[Doc-SIG] Structured Text

Goodger, David dgoodger@atsautomation.com
Tue, 6 Mar 2001 14:39:40 -0500


Hi Edward,

As Tibbs mentioned (thanks for the plugs, Tony! ;-), I wrote some articles
in November on the very subject you're researching. You can find the
articles here:

  - A Plan for Structured Text
    http://mail.python.org/pipermail/doc-sig/2000-November/001239.html

  - Problems With StructuredText
    http://mail.python.org/pipermail/doc-sig/2000-November/001240.html

  - reStructuredText: Revised Structured Text Specification
    http://mail.python.org/pipermail/doc-sig/2000-November/001241.html

Unfortunately, since then I haven't had much time to work on the issues. I
have refined some of the issues in my head, but not on "paper". Right now my
computer at home is still in a box a week after we moved, six weeks after we
began a major renovation project in our new house. The renovations continue,
and take priority, so the computer will remain boxed for a few more days at
least. I am writing from work, therefore I must be brief.

> I'm not sure if this is the correct
> forum for such questions.

I know of no better forum. Another place might be the StructuredTextNG ZWiki
or mailing lists over on Zope's pages. In addition, I'd highly recommend
scanning over the archives of Doc-SIG, since these issues have come up many
times in the past. Most of the principles have given up and moved on to less
controversial pastures.

> 1. Does every string value have an interpretation as a Structured
>    Text?
...
> 2. If it is true that every string value has an interpretation as a
>    Structued Text, does it make sense to officially "discourage"
>    certain types of strings [...] ?

One way you can think of a StructuredText interpreter is like a computer
language compiler/interpreter: illegal input generates warnings (if you're
lucky :) and errors. I like Tibbs' reply to this one. Ideally, a tool would
make a best guess and generate warnings, without crapping out (unless
explicitly told to do so).

> 3. Which types of "code coloring" (emph, inline, etc.) can "wrap" over
>    lines, and which can't?  E.g., can I have an *emph statement that
>    continues to the next line?*

I don't see why not.

> 4. Is there any official precedance ordering on the different 
> types of 
>    "code coloring?"  Will there be anytime soon?  Any rules 
> about what 
>    types of code coloring can be contained in what other types?

Nothing official other than the existing codebase, which is not complete.
See my block diagram in "reStructuredText: Revised Structured Text
Specification" for my take on the (high-level) hierarchy.

> 5. Does structural formatting or code coloring take precedance?  For
>    example, if a paragraph starts with "* foo *," will it be a normal
>    paragraph with an emphasized first element, or a list 
> item?  (It'll 
>    be much easier for me to write formal rules if structure takes
>    precedence. ;) )

I think structure has to take precedence.
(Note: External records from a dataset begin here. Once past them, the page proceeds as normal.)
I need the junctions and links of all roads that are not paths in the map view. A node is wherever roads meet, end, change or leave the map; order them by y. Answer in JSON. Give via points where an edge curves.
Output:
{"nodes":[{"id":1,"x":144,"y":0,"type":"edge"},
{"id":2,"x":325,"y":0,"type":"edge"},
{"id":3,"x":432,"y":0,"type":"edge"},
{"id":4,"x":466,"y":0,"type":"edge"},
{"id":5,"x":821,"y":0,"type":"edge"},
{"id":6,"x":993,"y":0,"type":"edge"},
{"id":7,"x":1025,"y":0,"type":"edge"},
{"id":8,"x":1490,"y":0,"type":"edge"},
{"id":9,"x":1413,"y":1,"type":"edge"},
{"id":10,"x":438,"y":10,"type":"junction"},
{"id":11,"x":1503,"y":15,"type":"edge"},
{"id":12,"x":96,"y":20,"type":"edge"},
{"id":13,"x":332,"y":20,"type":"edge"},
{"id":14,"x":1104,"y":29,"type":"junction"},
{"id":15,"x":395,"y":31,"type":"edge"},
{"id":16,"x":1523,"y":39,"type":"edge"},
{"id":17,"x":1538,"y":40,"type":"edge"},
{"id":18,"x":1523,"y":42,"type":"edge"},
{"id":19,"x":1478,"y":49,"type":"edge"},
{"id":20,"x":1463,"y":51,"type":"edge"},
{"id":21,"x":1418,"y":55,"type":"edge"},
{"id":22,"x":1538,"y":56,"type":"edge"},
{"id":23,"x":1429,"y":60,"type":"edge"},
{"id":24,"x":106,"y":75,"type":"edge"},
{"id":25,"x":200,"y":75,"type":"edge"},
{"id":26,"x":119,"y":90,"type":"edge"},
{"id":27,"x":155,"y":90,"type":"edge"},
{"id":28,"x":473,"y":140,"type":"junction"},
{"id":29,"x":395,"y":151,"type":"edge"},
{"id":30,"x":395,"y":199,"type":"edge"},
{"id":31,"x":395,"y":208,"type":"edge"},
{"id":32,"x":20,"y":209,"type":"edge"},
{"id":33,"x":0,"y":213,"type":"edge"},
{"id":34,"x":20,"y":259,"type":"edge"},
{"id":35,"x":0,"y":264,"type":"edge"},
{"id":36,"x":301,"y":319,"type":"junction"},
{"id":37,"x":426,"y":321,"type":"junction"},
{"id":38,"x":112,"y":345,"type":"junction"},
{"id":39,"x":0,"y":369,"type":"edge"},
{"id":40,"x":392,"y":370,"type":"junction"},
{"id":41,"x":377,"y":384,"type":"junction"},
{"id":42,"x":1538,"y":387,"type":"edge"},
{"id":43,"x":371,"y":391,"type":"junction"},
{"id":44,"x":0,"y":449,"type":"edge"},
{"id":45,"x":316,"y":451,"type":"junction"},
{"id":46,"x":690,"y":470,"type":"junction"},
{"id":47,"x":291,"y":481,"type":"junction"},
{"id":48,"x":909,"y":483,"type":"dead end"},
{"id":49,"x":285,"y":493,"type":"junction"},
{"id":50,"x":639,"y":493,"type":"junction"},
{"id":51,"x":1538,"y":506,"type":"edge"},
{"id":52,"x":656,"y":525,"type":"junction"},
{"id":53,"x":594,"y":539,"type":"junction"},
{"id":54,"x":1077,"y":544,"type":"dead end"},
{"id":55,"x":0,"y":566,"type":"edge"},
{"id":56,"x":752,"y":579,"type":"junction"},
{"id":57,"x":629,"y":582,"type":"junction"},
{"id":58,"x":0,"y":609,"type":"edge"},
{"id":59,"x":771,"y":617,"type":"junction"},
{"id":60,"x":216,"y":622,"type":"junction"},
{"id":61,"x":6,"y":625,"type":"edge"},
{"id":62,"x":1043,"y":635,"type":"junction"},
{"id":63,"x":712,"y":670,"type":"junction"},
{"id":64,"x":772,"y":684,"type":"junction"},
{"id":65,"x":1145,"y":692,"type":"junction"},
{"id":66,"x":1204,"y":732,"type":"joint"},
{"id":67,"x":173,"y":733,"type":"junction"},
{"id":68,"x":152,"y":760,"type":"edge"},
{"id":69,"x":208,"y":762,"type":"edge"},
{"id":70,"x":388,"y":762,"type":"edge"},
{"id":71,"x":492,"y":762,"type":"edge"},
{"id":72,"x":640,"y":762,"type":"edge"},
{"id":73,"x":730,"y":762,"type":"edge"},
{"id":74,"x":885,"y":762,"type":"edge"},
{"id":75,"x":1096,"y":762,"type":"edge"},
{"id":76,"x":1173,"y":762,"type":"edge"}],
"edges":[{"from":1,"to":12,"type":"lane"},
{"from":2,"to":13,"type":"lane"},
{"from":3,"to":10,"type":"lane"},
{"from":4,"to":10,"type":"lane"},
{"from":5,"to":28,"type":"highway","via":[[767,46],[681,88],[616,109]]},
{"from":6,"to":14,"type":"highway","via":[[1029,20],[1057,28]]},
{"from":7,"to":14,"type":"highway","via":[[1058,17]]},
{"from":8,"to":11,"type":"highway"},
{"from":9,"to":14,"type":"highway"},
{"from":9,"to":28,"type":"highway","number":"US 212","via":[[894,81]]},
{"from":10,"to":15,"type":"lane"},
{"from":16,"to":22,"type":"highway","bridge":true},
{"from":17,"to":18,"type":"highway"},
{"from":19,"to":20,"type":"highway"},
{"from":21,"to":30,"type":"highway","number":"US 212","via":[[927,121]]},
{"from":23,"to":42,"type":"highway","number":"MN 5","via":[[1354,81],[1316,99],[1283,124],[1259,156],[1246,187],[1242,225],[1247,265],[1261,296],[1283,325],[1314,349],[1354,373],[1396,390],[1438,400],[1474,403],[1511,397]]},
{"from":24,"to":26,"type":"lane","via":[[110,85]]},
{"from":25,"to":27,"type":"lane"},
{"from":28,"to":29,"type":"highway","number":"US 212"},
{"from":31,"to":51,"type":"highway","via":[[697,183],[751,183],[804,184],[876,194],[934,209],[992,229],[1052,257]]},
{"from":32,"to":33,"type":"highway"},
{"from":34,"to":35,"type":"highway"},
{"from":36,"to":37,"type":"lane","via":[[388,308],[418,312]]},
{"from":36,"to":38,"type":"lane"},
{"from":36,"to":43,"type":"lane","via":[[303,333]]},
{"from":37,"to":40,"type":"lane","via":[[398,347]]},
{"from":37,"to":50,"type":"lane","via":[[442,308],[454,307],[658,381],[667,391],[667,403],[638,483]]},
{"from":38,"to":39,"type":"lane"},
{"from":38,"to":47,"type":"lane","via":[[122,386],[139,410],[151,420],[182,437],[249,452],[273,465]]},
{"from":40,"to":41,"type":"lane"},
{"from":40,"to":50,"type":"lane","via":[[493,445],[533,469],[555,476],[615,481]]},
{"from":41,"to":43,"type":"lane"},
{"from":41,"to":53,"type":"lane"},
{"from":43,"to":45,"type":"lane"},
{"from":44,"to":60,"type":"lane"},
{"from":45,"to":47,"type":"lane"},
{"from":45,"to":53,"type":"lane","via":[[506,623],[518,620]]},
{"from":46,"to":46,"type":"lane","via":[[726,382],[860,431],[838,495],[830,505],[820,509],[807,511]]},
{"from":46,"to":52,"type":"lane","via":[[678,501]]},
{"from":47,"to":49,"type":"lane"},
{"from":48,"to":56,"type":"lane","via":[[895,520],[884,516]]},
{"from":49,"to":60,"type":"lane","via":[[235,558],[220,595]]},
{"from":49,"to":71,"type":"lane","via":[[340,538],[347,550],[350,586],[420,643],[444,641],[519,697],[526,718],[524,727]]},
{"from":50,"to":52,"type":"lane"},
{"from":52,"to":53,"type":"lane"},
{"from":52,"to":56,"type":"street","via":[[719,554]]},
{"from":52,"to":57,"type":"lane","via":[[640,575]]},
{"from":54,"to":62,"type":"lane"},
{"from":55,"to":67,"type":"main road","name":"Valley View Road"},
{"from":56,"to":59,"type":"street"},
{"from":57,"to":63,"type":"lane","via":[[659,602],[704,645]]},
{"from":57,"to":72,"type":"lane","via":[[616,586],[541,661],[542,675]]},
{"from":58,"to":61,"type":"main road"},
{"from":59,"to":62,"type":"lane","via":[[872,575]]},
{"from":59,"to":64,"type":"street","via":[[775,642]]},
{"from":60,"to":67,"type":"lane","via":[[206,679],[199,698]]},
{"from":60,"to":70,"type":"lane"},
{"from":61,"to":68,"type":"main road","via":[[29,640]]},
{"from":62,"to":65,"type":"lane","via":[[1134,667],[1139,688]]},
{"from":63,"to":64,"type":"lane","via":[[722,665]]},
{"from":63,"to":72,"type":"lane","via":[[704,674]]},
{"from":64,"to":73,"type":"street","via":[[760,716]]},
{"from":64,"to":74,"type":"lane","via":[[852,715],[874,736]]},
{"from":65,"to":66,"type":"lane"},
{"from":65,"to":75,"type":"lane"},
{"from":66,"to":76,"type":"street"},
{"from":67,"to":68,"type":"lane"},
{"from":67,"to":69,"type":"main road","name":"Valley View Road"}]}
You've provided one of an infinite
number of conceivable edge-cases where it'll be tricky to get a program to
process its input correctly 100% of the time.

> 6. Among the list types, which take precedence?  For example, if a
>    paragraph starts with "1. foo -- bar", is it an ordered list item
>    or a descriptive list item?

I would consider it an ordered list item *containing* a descriptive list
item. But I'm certain others would differ.

> 7. What is meant by saying that SGML text passes through?  SGML isn't
>    even a mark-up language, so I assume that the intent is something
>    like "XML and HTML text passes through."  But does that mean that
>    in an expression like '<TAG>a*b*</TAG>', the '*'s will be ignored?
>    That seems unreasonably difficult to implement.  What about an
>    expression like '<T a="*x*"/>'?  Does this mean I can't say things
>    like if 'x<y *and* y>z'?  Is there strong support for the
>    notion of letting "SGML" text pass through, or is it something that
>    might be dropped?  (I would certainly vote for dropping it. :) )

SGML *is* a markup language (that's what the ML stands for), but it's a
meta-markup language. XML is too. Only HTML (of the three) is a specific
markup language. What they meant was simply that "<TAGS>text like
this</TAGS>" would pass through. This is one place where the original
StructuredText definition is sorely lacking, IMHO.

Hopefully I can get the renovations done before too long and get back to
more cerebral pursuits.

David Goodger
Systems Administrator & Programmer, Advanced Systems
Automation Tooling Systems Inc., Automation Systems Division
direct: (519) 653-4483 ext. 7121    fax: (519) 650-6695
e-mail: dgoodger@atsautomation.com